* _What to work on_
With the line containing "Extract the road" as the first line and the last line of the records as the final one, reproduce that range exactly.

Records contained in a dataset
=====

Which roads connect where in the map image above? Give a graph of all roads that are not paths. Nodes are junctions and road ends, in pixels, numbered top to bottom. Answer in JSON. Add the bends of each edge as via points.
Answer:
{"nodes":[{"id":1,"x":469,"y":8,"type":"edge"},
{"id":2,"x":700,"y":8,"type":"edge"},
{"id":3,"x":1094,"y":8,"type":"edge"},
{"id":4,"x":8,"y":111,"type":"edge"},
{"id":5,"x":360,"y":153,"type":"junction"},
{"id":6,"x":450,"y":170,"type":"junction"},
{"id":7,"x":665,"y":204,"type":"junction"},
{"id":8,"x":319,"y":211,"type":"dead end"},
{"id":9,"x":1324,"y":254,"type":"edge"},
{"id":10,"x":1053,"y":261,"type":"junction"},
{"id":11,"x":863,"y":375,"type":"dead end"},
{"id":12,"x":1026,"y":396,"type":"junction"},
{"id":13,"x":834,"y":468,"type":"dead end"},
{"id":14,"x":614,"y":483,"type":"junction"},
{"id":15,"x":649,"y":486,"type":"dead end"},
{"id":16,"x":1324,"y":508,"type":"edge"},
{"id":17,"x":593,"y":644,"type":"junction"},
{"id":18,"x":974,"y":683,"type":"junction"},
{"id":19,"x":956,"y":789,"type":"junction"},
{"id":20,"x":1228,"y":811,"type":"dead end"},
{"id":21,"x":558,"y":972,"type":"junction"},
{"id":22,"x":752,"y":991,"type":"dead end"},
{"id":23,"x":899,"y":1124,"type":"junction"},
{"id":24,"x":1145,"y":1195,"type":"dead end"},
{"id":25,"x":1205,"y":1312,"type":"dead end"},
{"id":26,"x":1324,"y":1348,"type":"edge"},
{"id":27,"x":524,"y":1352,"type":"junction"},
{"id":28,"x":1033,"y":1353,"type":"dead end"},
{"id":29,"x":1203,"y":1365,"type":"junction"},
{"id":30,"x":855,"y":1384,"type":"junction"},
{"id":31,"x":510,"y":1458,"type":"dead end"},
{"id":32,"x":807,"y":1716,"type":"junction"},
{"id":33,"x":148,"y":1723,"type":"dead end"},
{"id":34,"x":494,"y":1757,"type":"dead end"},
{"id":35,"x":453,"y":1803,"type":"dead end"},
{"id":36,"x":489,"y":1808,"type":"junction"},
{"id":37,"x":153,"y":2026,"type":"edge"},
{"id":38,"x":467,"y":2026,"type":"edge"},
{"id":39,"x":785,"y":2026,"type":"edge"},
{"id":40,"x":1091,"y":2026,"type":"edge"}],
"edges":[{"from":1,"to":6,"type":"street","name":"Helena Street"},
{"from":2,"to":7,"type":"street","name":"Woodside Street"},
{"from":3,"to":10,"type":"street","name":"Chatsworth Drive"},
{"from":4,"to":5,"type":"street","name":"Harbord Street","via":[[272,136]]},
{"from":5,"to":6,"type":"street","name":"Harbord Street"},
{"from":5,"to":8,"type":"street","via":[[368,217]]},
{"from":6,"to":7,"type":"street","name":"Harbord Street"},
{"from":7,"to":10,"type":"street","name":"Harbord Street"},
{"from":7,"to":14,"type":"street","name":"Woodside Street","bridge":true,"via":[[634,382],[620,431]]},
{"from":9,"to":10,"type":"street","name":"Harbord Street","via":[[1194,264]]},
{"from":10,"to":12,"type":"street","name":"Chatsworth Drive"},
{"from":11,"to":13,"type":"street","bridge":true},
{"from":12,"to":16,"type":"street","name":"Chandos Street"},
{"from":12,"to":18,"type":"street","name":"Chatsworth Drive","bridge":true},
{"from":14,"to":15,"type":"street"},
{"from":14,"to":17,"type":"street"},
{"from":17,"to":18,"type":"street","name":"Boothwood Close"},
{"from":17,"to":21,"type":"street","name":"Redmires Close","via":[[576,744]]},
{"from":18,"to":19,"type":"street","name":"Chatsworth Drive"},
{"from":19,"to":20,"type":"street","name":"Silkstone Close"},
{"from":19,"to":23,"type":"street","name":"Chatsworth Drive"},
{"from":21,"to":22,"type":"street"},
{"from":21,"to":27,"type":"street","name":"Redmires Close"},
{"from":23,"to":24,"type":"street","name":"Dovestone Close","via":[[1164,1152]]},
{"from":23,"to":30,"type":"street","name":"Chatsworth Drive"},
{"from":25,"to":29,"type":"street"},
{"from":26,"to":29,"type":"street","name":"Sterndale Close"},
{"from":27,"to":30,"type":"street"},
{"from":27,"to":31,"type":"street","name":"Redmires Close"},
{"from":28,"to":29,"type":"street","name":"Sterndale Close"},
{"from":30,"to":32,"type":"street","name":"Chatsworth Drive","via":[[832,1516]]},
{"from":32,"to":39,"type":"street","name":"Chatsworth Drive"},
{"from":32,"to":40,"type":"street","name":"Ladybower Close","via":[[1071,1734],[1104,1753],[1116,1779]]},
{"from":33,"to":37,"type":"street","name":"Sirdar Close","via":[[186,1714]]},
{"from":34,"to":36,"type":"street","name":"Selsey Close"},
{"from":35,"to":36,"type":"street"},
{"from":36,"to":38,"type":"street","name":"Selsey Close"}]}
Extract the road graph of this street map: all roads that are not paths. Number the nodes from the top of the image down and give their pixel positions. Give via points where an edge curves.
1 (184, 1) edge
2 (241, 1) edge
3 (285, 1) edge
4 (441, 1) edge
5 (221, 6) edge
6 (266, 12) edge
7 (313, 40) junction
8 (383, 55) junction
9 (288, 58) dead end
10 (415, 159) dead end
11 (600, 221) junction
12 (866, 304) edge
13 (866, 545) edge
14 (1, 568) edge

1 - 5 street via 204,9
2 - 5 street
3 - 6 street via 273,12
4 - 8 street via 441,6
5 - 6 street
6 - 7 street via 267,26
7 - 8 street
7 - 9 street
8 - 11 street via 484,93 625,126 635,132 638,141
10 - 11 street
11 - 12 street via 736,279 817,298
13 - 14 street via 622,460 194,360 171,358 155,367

=====

* _Result below_
Extract the road graph of this street map: all roads that are not paths. Number the nodes from the top of the image down and give their pixel positions. Give via points where an edge curves.
1 (184, 1) edge
2 (241, 1) edge
3 (285, 1) edge
4 (441, 1) edge
5 (221, 6) edge
6 (266, 12) edge
7 (313, 40) junction
8 (383, 55) junction
9 (288, 58) dead end
10 (415, 159) dead end
11 (600, 221) junction
12 (866, 304) edge
13 (866, 545) edge
14 (1, 568) edge

1 - 5 street via 204,9
2 - 5 street
3 - 6 street via 273,12
4 - 8 street via 441,6
5 - 6 street
6 - 7 street via 267,26
7 - 8 street
7 - 9 street
8 - 11 street via 484,93 625,126 635,132 638,141
10 - 11 street
11 - 12 street via 736,279 817,298
13 - 14 street via 622,460 194,360 171,358 155,367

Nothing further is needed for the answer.